Par argali
Ces derniers jours, je me suis posé la question de savoir si on pouvait tout écrire et si la liberté d’expression était prépondérante à la turpitude, l’illégalité, l’amoralité. Et de réfléchir au bien fondé de certains ouvrages.
En cette période de prix littéraires, même si en Belgique, cela n’a pas fait la une, cela n’a pas échappé aux blogueurs que Gabriel Matzneff avait reçu le Renaudot essai pour son livre « Séraphin, c’est la fin ! ». Délivré en même temps que le Renaudot à Yann Moix et le Goncourt à Lemaitre, il aurait pu passer inaperçu. Mais voilà, Matzneff n’est pas n’importe qui. C’est un provocateur, pédophile notoire, qui, à 76 ans, a une longue bibliographie derrière lui. Nombre de ses ouvrages s’inspirent de sa vie amoureuse. Mais il a aussi écrit des ouvrages politiques intéressants comme « Le carnet arabe » réédité plusieurs fois.
Il y a quelques jours, ayant dit ce que je pensais de cette récompense sur Facebook, je me suis fait incendier par un quidam qui me reprochait l’amalgame. Et de me dire qu’on peut aimer l’écriture de Céline et pas ses propos ou adorer « Lolita » de Nabokov sans être pédophile. Soit. Si je ne conteste pas les qualités littéraires de cet homme, je m’interroge sur l’opportunité de couronner CE livre.
Je trouve cela assez déprimant et révélateur de notre société. Pour diverses mauvaises raisons, nous défendons des valeurs à géométrie variable. Et ceux qui applaudissent ce prix aujourd’hui auraient très bien pu, hier, requérir la peine de mort pour Dutroux ou Fourniret. Il y a le mal absolu, celui que l’on a vite fait d’identifier, et puis le reste, qui, au nom de l’art, échappe à toute critique. Est-on au-dessus des lois dès qu’on a un tant soit peu de talent ?

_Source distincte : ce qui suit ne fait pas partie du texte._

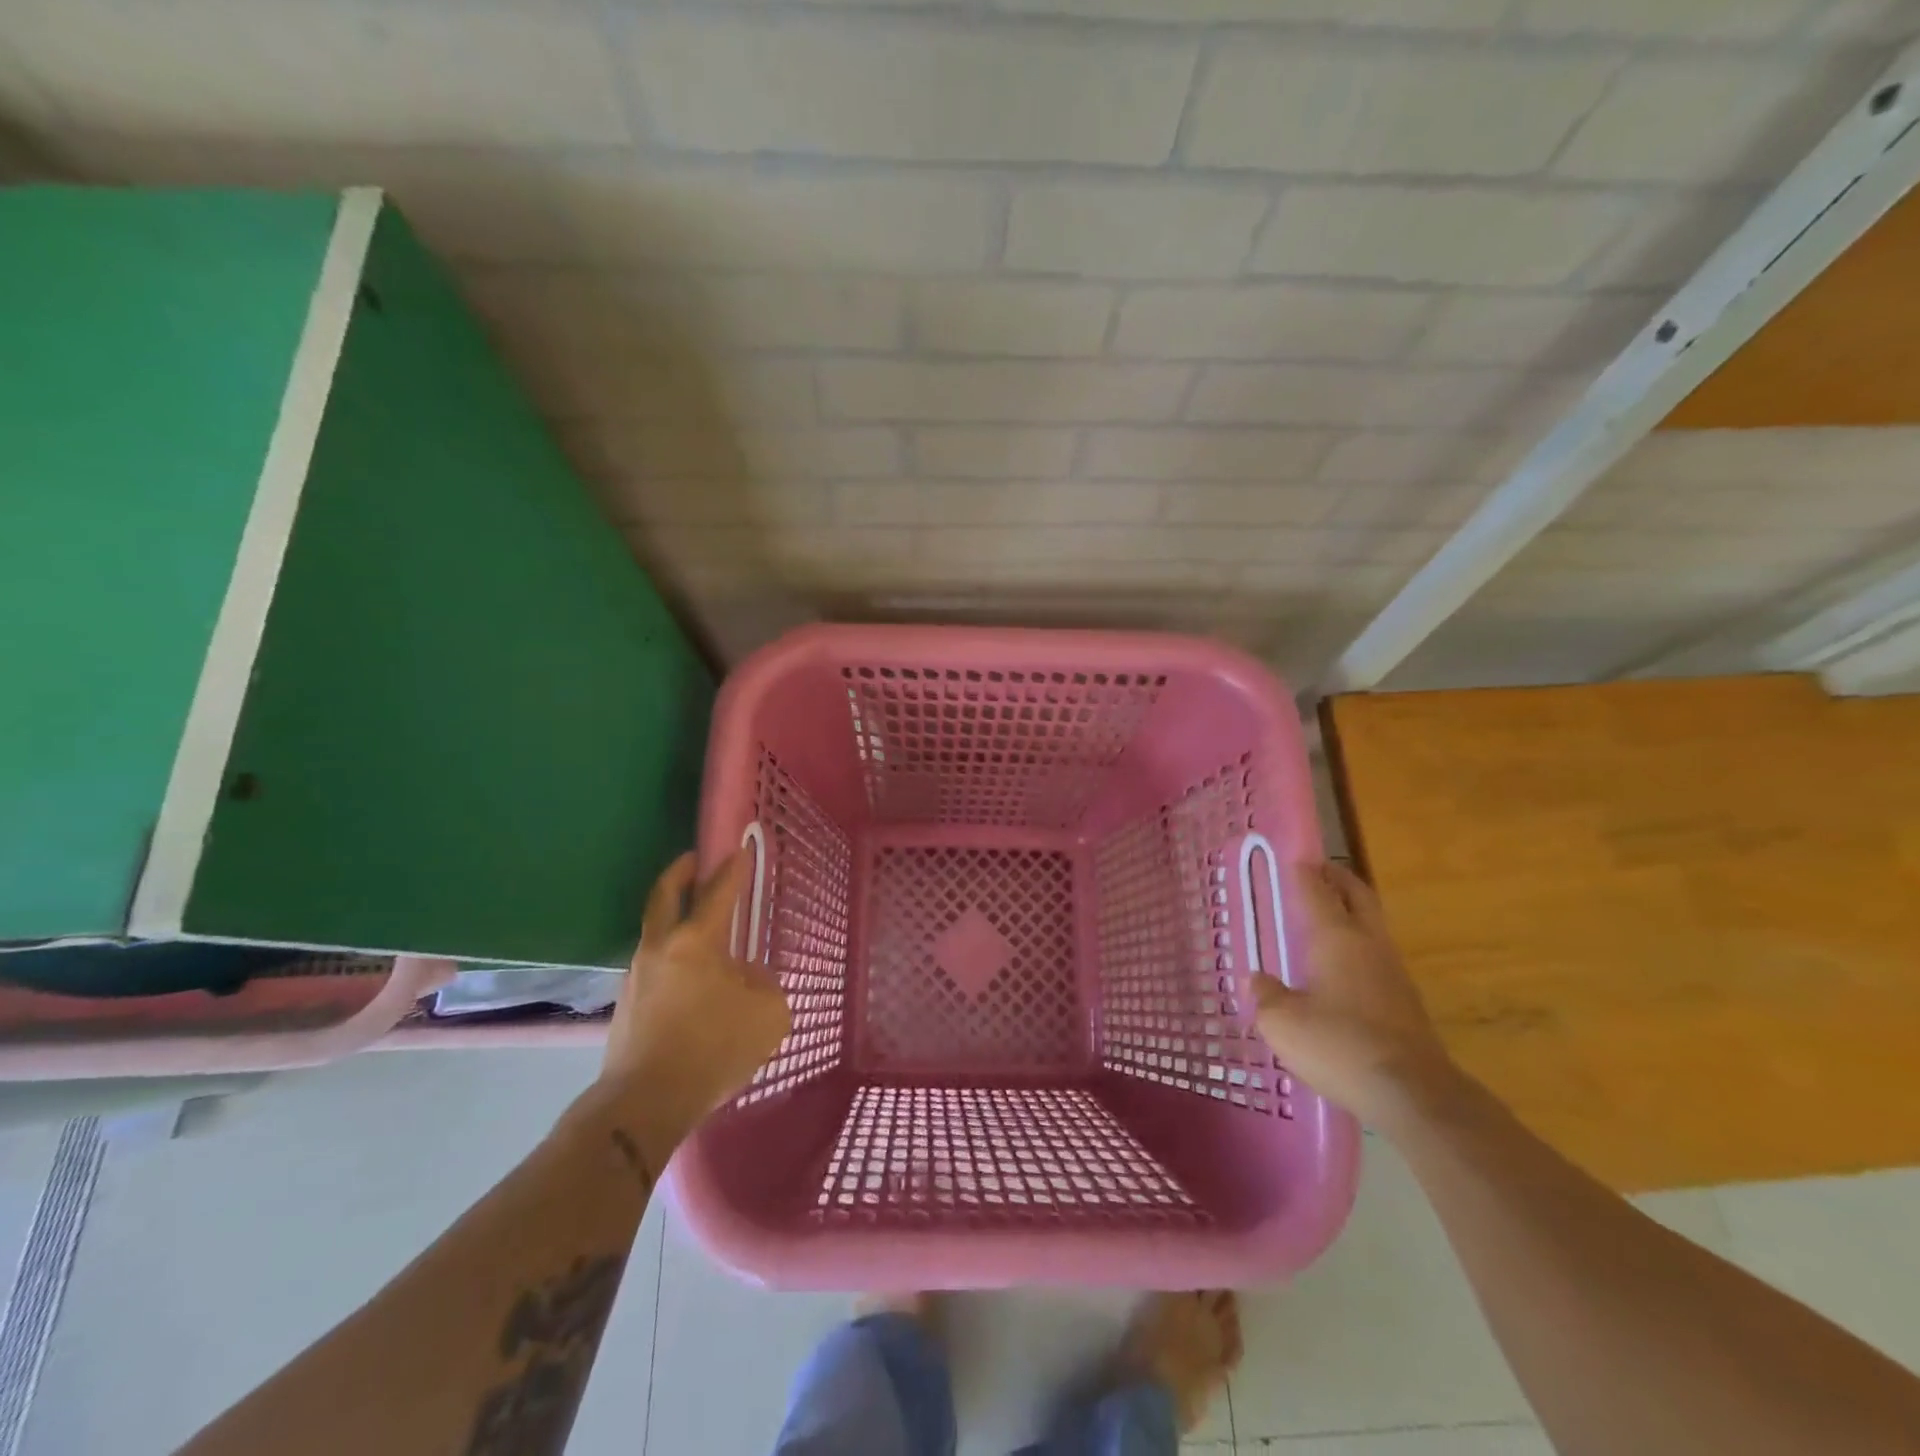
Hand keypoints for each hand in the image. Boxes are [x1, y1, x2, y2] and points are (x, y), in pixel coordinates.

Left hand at [600, 851, 792, 1130]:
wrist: (645, 1103)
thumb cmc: (713, 1049)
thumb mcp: (767, 1014)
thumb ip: (764, 984)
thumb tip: (747, 977)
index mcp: (695, 942)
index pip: (717, 893)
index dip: (732, 869)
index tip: (739, 850)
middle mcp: (660, 949)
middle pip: (664, 897)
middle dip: (679, 873)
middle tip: (691, 860)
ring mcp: (637, 977)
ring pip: (655, 934)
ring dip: (674, 919)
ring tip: (699, 929)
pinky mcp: (626, 1007)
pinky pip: (654, 968)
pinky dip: (671, 958)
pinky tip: (690, 980)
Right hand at [1251, 860, 1459, 1130]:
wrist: (1412, 1094)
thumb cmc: (1338, 1045)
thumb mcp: (1282, 1022)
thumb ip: (1266, 995)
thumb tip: (1256, 980)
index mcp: (1336, 937)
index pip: (1318, 891)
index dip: (1304, 872)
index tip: (1294, 857)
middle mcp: (1369, 945)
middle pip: (1358, 897)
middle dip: (1339, 879)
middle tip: (1320, 870)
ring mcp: (1394, 973)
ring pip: (1373, 925)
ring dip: (1353, 911)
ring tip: (1328, 914)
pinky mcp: (1407, 1002)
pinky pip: (1378, 957)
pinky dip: (1359, 946)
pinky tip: (1343, 966)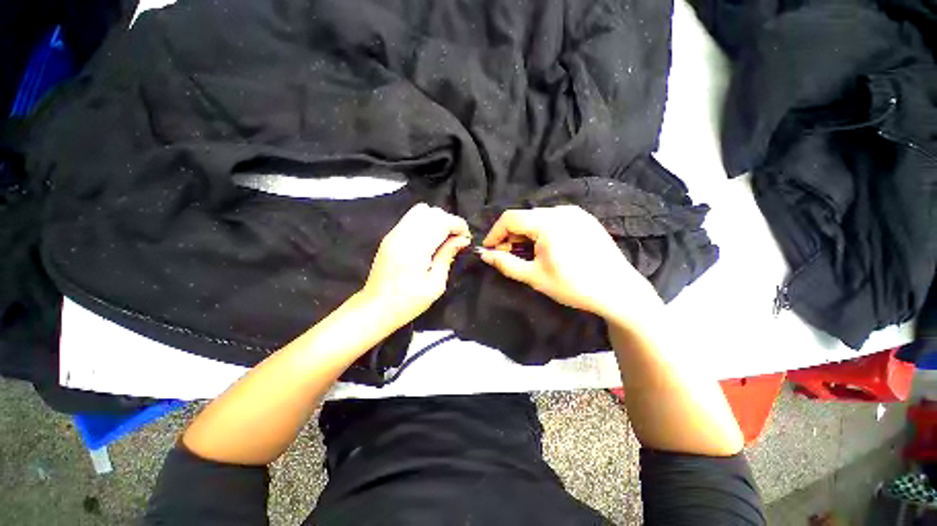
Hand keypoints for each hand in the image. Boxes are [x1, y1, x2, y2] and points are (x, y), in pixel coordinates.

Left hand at [359, 203, 470, 329]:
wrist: (376, 308)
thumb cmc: (408, 302)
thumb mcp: (435, 285)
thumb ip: (447, 256)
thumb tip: (462, 239)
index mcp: (415, 249)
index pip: (441, 221)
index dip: (458, 225)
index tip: (466, 239)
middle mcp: (403, 235)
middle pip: (432, 212)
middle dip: (450, 221)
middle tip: (457, 239)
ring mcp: (394, 233)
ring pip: (421, 210)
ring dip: (437, 219)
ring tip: (444, 237)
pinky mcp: (389, 236)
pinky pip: (411, 217)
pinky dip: (425, 221)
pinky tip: (430, 238)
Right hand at [479, 206, 661, 321]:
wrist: (618, 291)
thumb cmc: (573, 285)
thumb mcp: (534, 276)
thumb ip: (505, 263)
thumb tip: (484, 255)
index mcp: (548, 222)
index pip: (510, 218)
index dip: (495, 233)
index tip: (488, 249)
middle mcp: (561, 210)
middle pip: (524, 217)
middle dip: (510, 235)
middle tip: (506, 255)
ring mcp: (576, 213)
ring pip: (538, 218)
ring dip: (525, 234)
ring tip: (525, 253)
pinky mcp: (585, 219)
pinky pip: (554, 220)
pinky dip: (541, 231)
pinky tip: (545, 248)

Un enfant reste un enfant et nous, adultes, nous devons de le protéger, génie artistique ou pas. Et, comme le disait Denise Bombardier dans une émission de Bernard Pivot où était invité Matzneff, « la littérature ne doit pas servir d’alibi » On ne peut pas traiter de pervers un vieux monsieur qui attire un enfant avec des bonbons et juste de sulfureux un "artiste" qui l’attire avec sa réputation !

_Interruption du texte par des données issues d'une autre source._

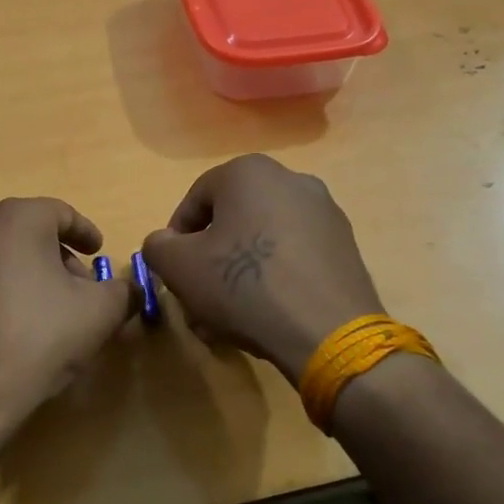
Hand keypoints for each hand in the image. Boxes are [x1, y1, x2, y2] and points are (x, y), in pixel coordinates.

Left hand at [0, 198, 136, 453]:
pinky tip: (18, 326)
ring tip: (52, 310)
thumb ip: (123, 292)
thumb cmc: (39, 338)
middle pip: (28, 231)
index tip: (100, 253)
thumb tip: (130, 290)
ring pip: (2, 254)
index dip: (85, 232)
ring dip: (32, 273)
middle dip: (59, 256)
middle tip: (81, 288)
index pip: (59, 212)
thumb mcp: (99, 313)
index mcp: (15, 220)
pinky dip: (4, 289)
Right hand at [141, 155, 383, 383]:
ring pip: (261, 241)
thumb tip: (165, 243)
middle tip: (198, 296)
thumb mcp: (178, 267)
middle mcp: (291, 180)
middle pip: (231, 221)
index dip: (176, 239)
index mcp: (249, 172)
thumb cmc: (243, 285)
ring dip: (238, 273)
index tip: (174, 272)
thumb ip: (158, 247)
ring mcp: (324, 213)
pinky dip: (273, 279)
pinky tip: (263, 314)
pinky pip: (293, 257)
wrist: (327, 332)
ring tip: (226, 315)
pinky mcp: (345, 247)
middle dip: (209, 259)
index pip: (195, 201)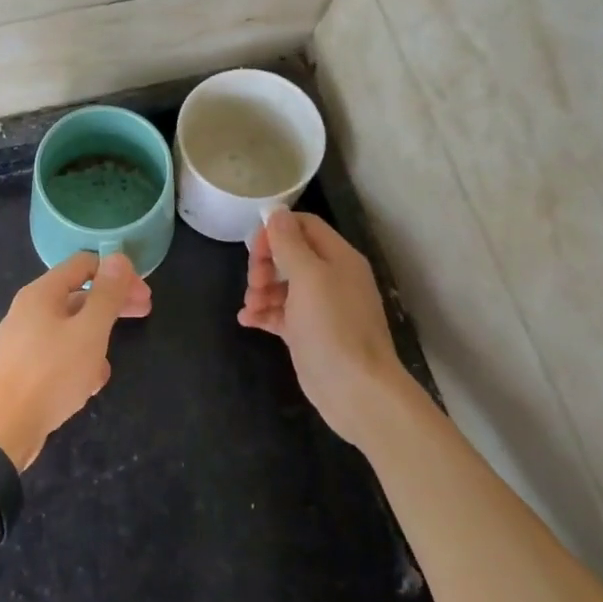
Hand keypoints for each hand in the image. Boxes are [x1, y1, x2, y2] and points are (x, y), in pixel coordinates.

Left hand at [0, 252, 151, 470]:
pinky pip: (59, 354)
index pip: (84, 264)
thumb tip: (118, 258)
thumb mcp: (89, 332)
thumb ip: (107, 295)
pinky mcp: (24, 367)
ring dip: (96, 340)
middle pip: (78, 295)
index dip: (117, 274)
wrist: (5, 428)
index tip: (143, 296)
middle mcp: (29, 309)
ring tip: (107, 366)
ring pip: (70, 328)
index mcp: (42, 293)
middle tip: (144, 315)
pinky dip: (78, 361)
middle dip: (112, 305)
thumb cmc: (51, 374)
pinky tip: (89, 384)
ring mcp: (24, 339)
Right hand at [238, 210, 404, 434]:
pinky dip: (263, 313)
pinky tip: (247, 320)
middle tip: (254, 282)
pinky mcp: (308, 333)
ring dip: (260, 290)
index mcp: (338, 257)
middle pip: (289, 254)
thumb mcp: (308, 277)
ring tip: (251, 307)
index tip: (256, 249)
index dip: (276, 231)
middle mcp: (331, 277)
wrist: (355, 389)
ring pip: (282, 285)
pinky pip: (281, 313)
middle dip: (265, 264)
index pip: (304, 226)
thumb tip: (276, 212)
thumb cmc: (332, 326)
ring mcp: (320, 307)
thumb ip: (290, 243)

Ce milieu intellectuel parisien qui s’auto-félicite, se congratule, et légitime le pire sous prétexte du génie n’a-t-il jamais honte ? Ces cultureux et ces « intellectuels » qui se croient d’essence supérieure en acceptant l’innommable.

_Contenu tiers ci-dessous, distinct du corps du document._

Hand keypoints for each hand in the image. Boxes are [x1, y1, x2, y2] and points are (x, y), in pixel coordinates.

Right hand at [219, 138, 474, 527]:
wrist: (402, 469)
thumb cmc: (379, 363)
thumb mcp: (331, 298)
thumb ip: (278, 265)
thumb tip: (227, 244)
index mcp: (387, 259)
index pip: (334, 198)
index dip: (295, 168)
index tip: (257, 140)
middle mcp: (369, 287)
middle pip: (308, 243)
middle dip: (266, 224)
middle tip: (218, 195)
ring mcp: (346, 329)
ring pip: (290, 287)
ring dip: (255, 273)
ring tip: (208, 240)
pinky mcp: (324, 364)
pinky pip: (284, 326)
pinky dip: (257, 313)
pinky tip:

Que Matzneff fasse de la pédophilie un idéal de vie est déjà choquant en soi mais que d’autres l’élèvent au rang d’idéologie ou d’art est abominable.
Gabriel Matzneff se qualifie lui-même d’amant des enfants, païen imprégné d’orthodoxie et esprit libre qui n’irriterait que les sots. Et bien, c’est pour moi un honneur d’être sot.